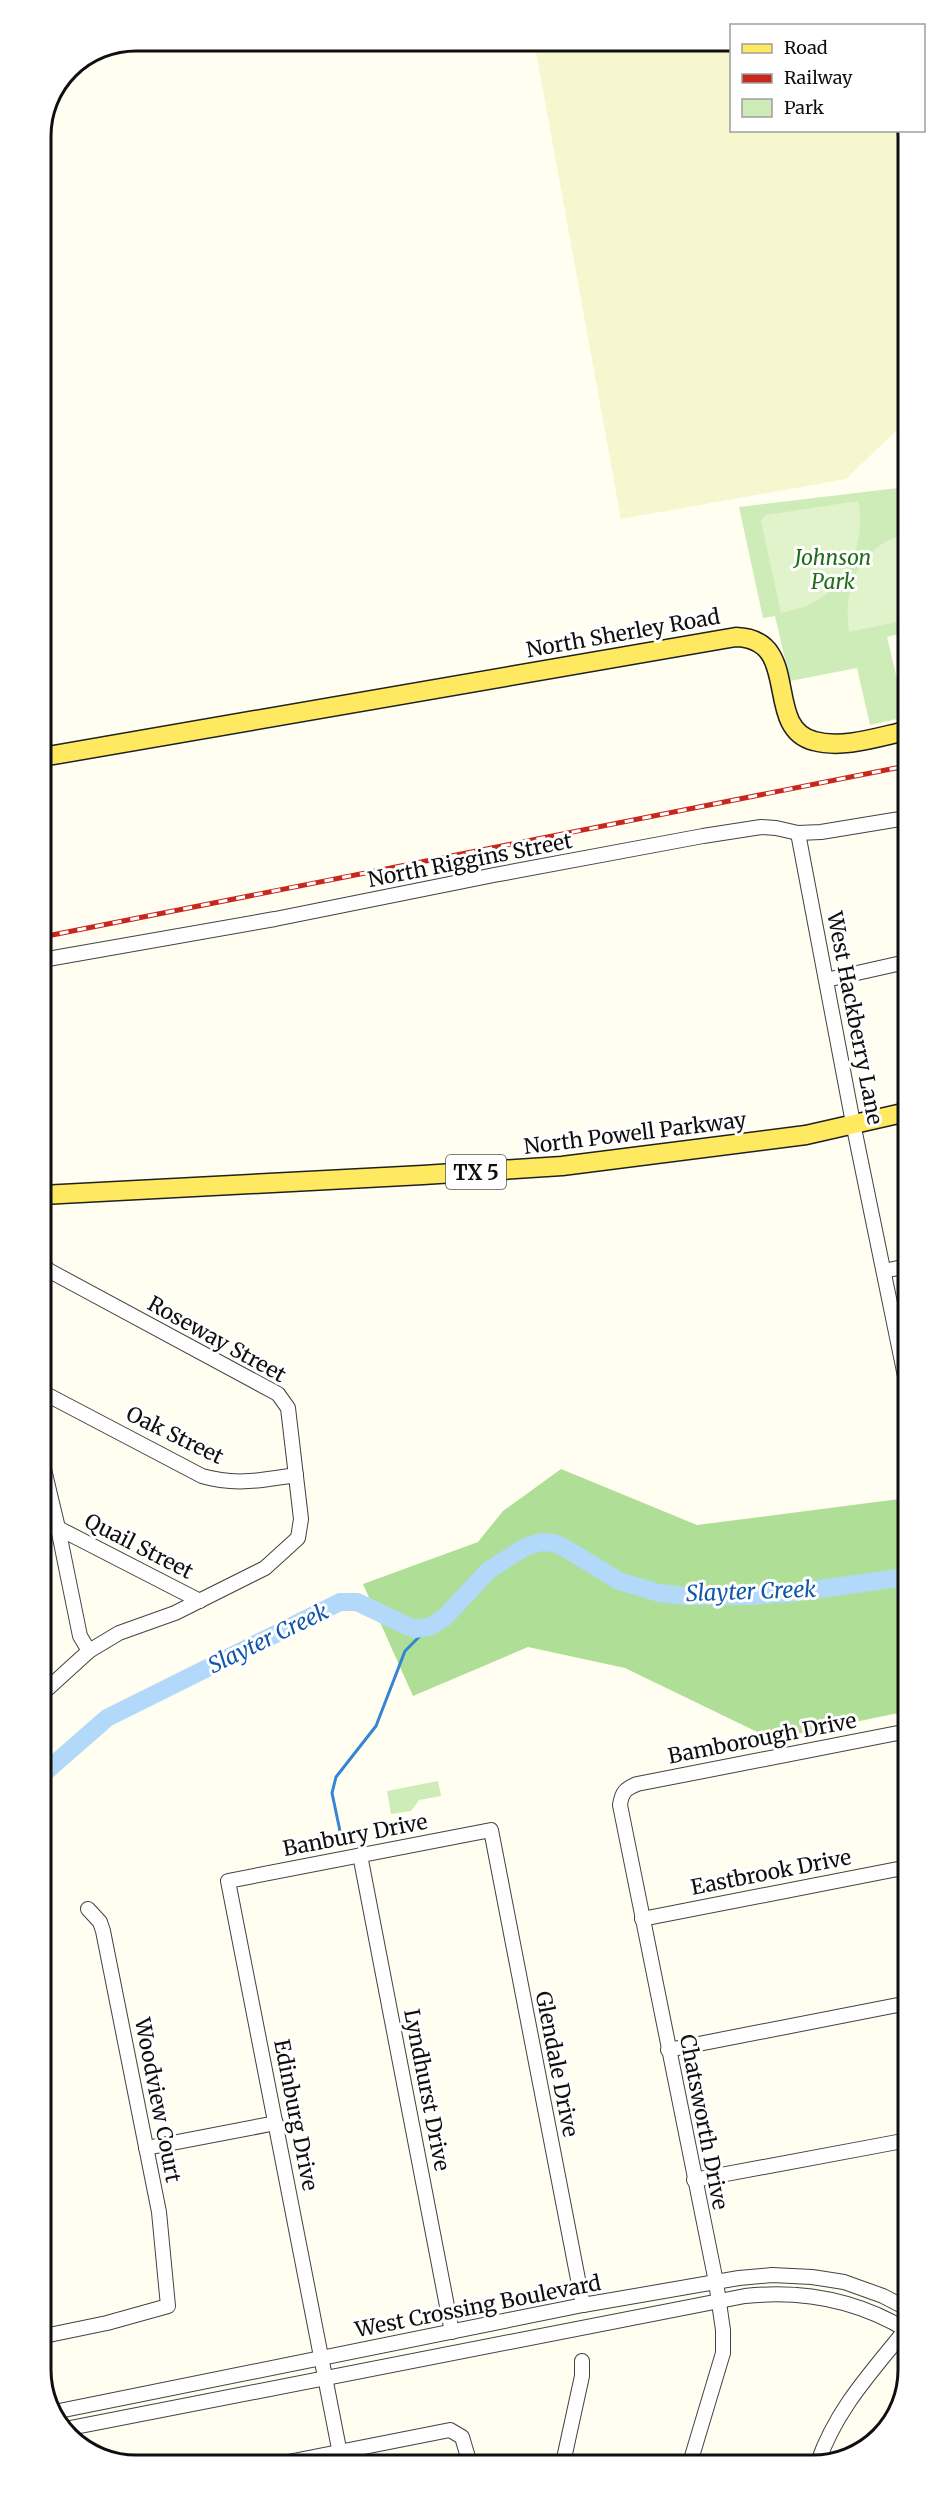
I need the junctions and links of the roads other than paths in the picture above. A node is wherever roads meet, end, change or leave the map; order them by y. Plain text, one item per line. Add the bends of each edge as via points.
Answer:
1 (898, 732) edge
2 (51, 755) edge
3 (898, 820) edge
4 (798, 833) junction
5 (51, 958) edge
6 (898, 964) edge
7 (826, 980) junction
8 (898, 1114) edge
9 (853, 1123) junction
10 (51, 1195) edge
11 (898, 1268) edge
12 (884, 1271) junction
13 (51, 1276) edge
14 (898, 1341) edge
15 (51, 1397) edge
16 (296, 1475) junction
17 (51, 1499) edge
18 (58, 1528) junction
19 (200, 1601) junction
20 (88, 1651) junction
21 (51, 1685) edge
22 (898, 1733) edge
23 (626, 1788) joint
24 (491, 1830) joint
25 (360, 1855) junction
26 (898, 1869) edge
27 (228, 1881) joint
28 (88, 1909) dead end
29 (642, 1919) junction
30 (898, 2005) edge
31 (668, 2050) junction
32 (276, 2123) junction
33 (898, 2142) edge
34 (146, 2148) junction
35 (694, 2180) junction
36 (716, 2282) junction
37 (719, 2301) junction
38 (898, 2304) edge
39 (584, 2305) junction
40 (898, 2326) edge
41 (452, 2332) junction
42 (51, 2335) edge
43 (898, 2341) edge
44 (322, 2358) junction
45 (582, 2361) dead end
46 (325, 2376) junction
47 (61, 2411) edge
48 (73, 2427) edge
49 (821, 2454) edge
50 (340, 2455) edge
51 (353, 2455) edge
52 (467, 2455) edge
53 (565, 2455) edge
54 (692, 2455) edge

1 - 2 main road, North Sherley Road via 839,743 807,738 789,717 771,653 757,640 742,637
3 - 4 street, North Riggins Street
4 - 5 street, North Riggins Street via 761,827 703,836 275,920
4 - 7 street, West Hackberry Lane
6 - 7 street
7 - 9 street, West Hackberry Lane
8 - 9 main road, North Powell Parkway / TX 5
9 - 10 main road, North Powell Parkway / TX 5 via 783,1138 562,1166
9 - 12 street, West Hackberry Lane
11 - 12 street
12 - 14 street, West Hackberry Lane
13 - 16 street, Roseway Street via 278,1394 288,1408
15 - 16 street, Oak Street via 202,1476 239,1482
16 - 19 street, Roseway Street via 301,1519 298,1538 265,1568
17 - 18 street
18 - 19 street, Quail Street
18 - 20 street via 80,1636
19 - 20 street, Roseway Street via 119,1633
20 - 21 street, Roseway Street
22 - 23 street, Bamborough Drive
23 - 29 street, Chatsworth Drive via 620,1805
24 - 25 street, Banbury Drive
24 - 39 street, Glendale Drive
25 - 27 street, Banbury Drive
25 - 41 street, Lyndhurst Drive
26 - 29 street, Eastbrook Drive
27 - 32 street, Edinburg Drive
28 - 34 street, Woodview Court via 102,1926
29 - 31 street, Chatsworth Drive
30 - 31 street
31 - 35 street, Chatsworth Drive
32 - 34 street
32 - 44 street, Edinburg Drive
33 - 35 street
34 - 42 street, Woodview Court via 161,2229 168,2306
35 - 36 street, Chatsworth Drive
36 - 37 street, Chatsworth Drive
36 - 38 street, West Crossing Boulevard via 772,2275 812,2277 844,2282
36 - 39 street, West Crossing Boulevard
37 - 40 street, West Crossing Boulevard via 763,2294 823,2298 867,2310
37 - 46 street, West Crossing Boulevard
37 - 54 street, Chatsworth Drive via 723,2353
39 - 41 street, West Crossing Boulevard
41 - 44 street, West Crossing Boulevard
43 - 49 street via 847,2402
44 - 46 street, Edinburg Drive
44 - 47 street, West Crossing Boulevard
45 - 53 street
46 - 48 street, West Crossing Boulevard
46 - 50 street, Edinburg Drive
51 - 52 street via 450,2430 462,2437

• • • • •

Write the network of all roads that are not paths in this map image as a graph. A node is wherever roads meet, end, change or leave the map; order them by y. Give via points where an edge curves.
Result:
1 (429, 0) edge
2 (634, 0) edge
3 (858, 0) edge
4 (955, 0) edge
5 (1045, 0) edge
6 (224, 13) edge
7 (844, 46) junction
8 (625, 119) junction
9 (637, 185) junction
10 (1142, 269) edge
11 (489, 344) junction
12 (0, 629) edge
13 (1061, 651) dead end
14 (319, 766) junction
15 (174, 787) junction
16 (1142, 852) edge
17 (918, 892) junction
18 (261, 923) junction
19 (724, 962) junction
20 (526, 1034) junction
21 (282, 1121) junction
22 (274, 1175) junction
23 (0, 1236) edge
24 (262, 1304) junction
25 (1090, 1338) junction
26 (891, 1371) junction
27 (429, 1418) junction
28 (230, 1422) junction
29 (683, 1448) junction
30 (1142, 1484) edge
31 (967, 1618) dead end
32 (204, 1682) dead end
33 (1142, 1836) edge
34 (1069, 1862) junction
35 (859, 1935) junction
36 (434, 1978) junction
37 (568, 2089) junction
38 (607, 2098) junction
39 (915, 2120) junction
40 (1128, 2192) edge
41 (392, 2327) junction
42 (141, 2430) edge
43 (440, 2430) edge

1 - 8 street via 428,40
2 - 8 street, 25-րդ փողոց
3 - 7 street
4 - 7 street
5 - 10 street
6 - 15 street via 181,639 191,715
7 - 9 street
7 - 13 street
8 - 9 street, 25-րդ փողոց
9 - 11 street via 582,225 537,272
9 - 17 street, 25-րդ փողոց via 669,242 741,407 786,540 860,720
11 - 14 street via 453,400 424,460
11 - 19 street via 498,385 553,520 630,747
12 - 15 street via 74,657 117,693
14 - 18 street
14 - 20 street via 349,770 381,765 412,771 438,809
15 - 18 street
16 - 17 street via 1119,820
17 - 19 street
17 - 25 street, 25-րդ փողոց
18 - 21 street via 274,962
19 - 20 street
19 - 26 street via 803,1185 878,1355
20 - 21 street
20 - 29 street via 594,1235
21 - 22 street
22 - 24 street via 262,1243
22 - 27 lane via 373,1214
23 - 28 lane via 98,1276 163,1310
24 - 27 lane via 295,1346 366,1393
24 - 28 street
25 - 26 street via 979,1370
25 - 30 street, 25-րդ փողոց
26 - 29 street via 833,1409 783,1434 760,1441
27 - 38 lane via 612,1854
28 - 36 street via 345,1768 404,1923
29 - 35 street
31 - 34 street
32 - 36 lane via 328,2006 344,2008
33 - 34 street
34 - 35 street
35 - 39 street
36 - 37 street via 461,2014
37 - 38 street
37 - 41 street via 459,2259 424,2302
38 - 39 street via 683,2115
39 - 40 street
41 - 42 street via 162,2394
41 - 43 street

• • • • •

PROMPT
Go through the listing above and return every line where the word "main" occurs.

THE COMPLETED TASK
1 - 2 main road, North Sherley Road via 839,743 807,738 789,717 771,653 757,640 742,637
8 - 9 main road, North Powell Parkway / TX 5
9 - 10 main road, North Powell Parkway / TX 5 via 783,1138 562,1166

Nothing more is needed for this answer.